Our results are consistent with the hypothesis that variation in lung structure substantially mediates the genetic risk of low lung function; however, alternative hypotheses must be considered. Our hypothesis is predicated on the assumption that changes in lung structure precede and predict loss of lung function and COPD, which is supported by recent studies (16–18, 56) and the robustness of our findings in a population-based sample of individuals with relatively preserved lung function. Nonetheless, spirometric obstruction can also influence lung structure. Indeed, the extent of potential mediation we observed, particularly in MESA, was greater than would be expected based on the number of genetic variants in the GRS without clear linkages to lung structural development (6). With respect to potential bidirectional relationships between structure and function, we found that lung function attenuated the GRS–structure associations to a lesser extent than lung structure attenuated the GRS–function associations. Interestingly, the observation that GRS–structure associations were independent of lung function could be consistent with lung structure indexing “preobstructive” disease (16, 17) and/or nonobstructive emphysema or the “symptomatic smoking” phenotype (14, 35, 59). Future studies should examine causal pathways more precisely by leveraging structure-specific GWAS signals, subclassified COPD endotypes, and longitudinal measurements of disease incidence and progression (60, 61).
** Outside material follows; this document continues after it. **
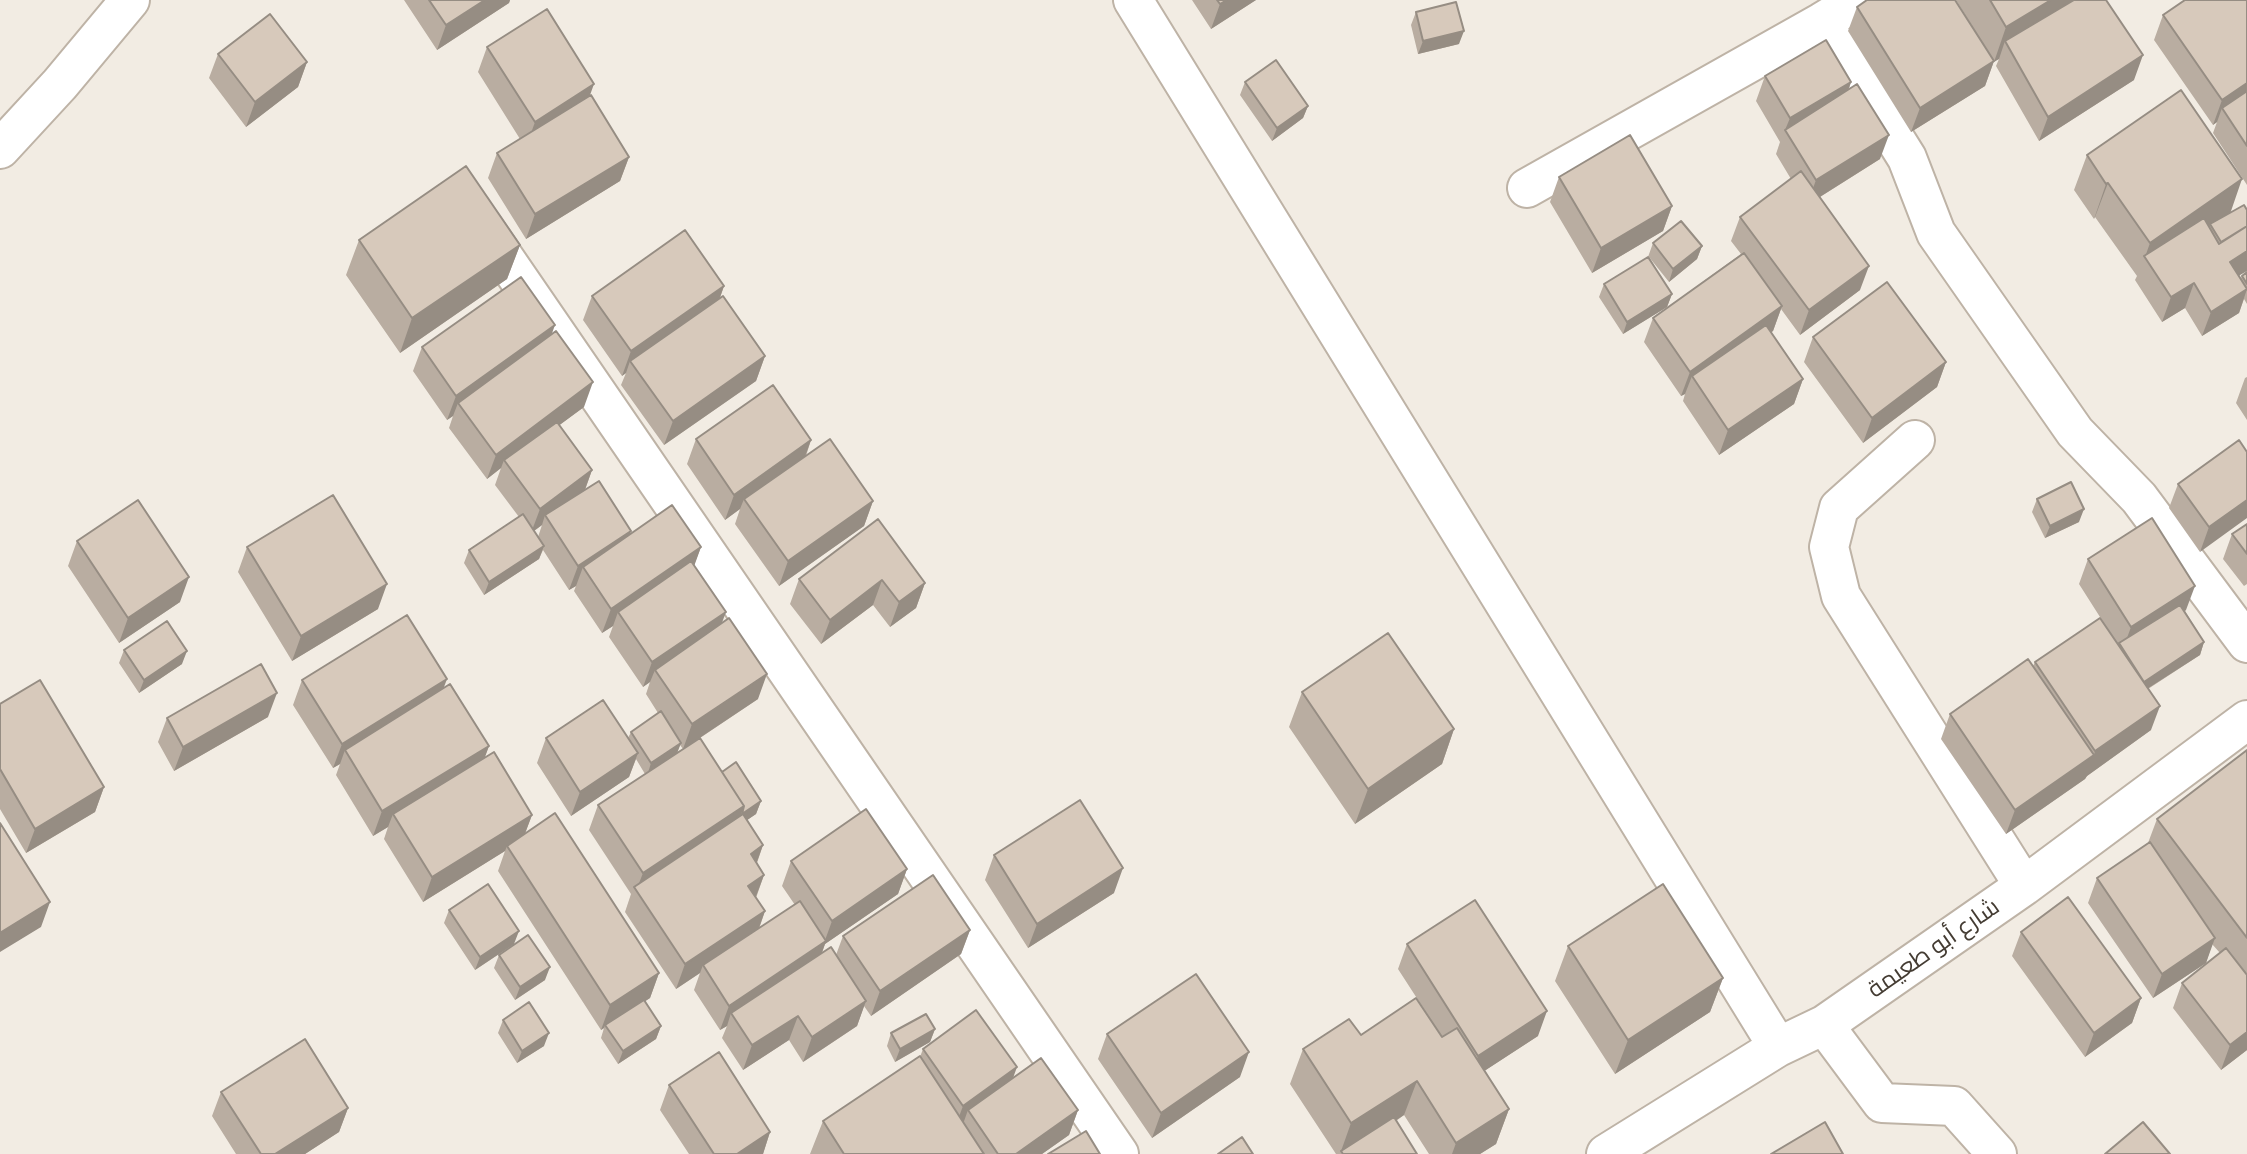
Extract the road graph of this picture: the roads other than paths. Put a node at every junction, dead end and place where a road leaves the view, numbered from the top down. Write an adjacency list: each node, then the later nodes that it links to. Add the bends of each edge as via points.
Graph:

Both the original GRS (6) and updated GRS (58) were developed in persons of European ancestry. In the current report, we did not find any definite evidence for effect modification of the GRS–structure associations by race/ethnicity. However, we found that the average GRS was higher in African American and Hispanic/Latino participants, among whom some GRS–structure associations were of lower magnitude. This is consistent with some previous work (58) and reflects, at least in part, varying allele frequencies of lung function loci across individuals from different racial/ethnic groups with varying ancestral backgrounds (62). Other considerations that could not be definitively resolved include selection bias, imprecision, or differential associations. We anticipate that incorporating genetic risk determinants in non-European ancestries (31, 63) may be important to optimize the performance of the GRS in ethnically diverse populations.
CT measures may be differentially misclassified in the context of current smoking, which increases lung inflammation and thereby artifactually decreases estimates of percent emphysema and gas trapping (64). Nonetheless, the models were adjusted for smoking status and pack-years history, no significant effect modification by smoking status was observed, and results were similar in both the general population–based and heavy-smoking samples.
Lastly, MESA Lung and SPIROMICS measured lung function and lung structure later in life; hence our inferences regarding associations between genetic risk and peak lung function attainment in early adulthood are based on indirect evidence. This highlights the need to develop additional cohorts of young adults with measurements of lung structure.
In conclusion, a GRS associated with COPD susceptibility was significantly associated with lower lung density, fewer smaller airways, and altered airway dimensions on CT, independently of smoking history. Lung structure substantially mediated associations between the GRS and lung function, and also, unlike the GRS, improved discrimination of COPD cases. This is the first study to use imaging to demonstrate that a GRS obtained by a general-population GWAS of lung function may partially exert its effects through mechanisms resulting in lung structure abnormalities. The findings suggest that lung structure may be an important mediator of heritability and determinant of personalized risk for COPD.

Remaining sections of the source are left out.